Leave out all images and set down the records exactly as given.
Records for this exercise Block Start
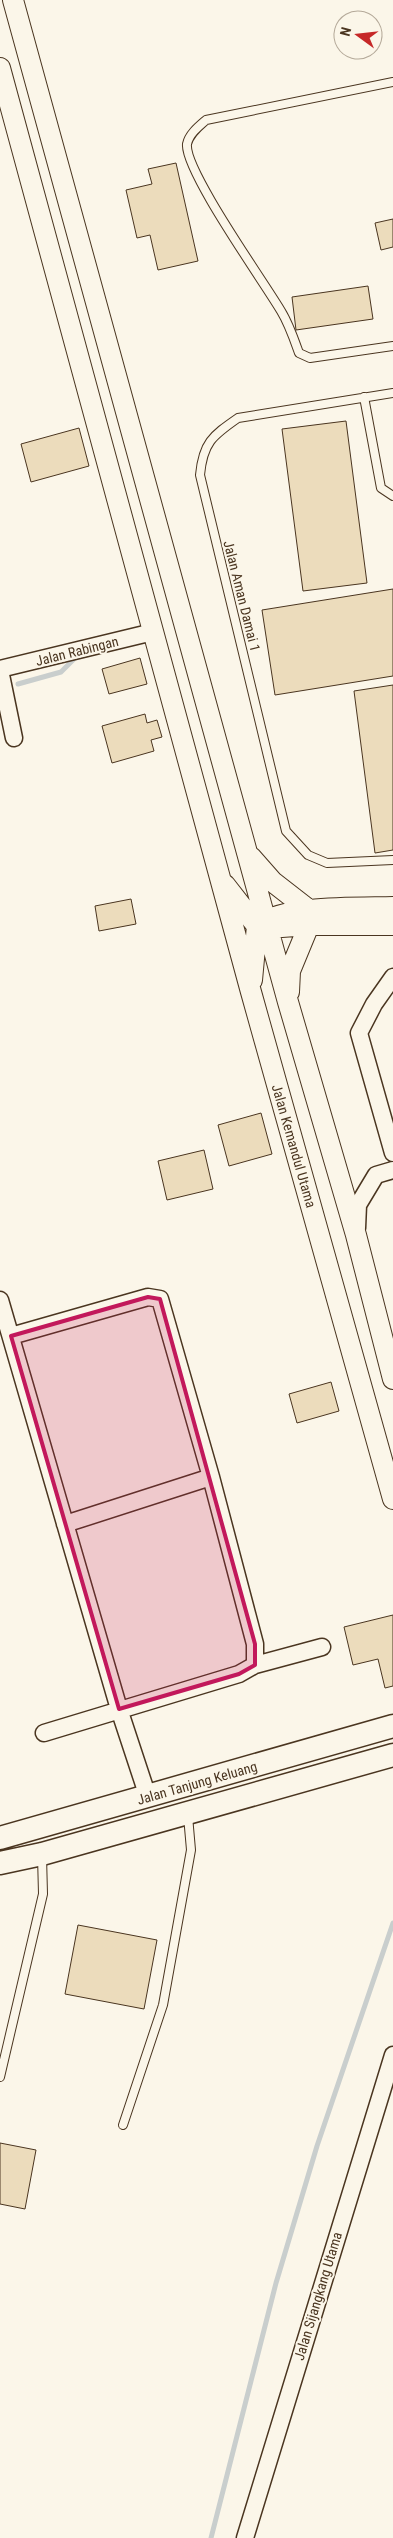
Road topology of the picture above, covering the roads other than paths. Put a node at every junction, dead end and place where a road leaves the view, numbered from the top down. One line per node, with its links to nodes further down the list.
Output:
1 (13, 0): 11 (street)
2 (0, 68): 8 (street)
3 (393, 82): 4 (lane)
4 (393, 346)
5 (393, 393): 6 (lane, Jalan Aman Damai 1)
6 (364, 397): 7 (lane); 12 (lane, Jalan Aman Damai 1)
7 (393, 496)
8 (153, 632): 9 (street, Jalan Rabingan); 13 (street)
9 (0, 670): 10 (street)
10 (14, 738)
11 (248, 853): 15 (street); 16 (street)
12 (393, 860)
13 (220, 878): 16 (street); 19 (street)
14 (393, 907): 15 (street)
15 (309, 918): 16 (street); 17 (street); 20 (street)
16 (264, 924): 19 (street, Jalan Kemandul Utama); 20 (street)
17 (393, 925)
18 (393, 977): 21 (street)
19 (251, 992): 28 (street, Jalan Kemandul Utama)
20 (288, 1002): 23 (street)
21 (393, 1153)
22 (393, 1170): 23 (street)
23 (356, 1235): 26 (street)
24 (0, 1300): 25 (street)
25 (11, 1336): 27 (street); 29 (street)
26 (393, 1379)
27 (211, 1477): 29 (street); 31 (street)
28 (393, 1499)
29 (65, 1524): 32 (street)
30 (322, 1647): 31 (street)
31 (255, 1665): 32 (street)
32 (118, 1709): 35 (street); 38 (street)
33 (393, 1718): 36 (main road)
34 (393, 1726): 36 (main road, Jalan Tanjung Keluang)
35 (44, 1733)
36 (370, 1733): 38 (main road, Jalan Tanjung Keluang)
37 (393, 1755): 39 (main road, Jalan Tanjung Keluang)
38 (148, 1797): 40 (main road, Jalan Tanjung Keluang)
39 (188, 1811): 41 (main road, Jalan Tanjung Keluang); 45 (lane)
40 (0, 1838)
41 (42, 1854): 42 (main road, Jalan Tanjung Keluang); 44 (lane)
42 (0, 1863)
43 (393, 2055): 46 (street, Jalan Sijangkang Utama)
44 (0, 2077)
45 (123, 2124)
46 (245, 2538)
Records for this exercise Block End
■ Result of this task:
Road topology of the picture above, covering the roads other than paths. Put a node at every junction, dead end and place where a road leaves the view, numbered from the top down. One line per node, with its links to nodes further down the list.
Output:
1 (13, 0): 11 (street)
2 (0, 68): 8 (street)
3 (393, 82): 4 (lane)
4 (393, 346)
5 (393, 393): 6 (lane, Jalan Aman Damai 1)
6 (364, 397): 7 (lane); 12 (lane, Jalan Aman Damai 1)
7 (393, 496)
8 (153, 632): 9 (street, Jalan Rabingan); 13 (street)
9 (0, 670): 10 (street)
10 (14, 738)
11 (248, 853): 15 (street); 16 (street)
12 (393, 860)
13 (220, 878): 16 (street); 19 (street)
14 (393, 907): 15 (street)
15 (309, 918): 16 (street); 17 (street); 20 (street)
16 (264, 924): 19 (street, Jalan Kemandul Utama); 20 (street)
17 (393, 925)
18 (393, 977): 21 (street)
19 (251, 992): 28 (street, Jalan Kemandul Utama)
20 (288, 1002): 23 (street)
21 (393, 1153)
22 (393, 1170): 23 (street)
23 (356, 1235): 26 (street)
24 (0, 1300): 25 (street)
25 (11, 1336): 27 (street); 29 (street)
26 (393, 1379)
27 (211, 1477): 29 (street); 31 (street)
28 (393, 1499)
29 (65, 1524): 32 (street)
30 (322, 1647): 31 (street)
31 (255, 1665): 32 (street)
32 (118, 1709): 35 (street); 38 (street)
33 (393, 1718): 36 (main road)
34 (393, 1726): 36 (main road, Jalan Tanjung Keluang)
35 (44, 1733)
36 (370, 1733): 38 (main road, Jalan Tanjung Keluang)
37 (393, 1755): 39 (main road, Jalan Tanjung Keluang)
38 (148, 1797): 40 (main road, Jalan Tanjung Keluang)
39 (188, 1811): 41 (main road, Jalan Tanjung Keluang); 45 (lane)
40 (0, 1838)
41 (42, 1854): 42 (main road, Jalan Tanjung Keluang); 44 (lane)
42 (0, 1863)
43 (393, 2055): 46 (street, Jalan Sijangkang Utama)
44 (0, 2077)
45 (123, 2124)
46 (245, 2538)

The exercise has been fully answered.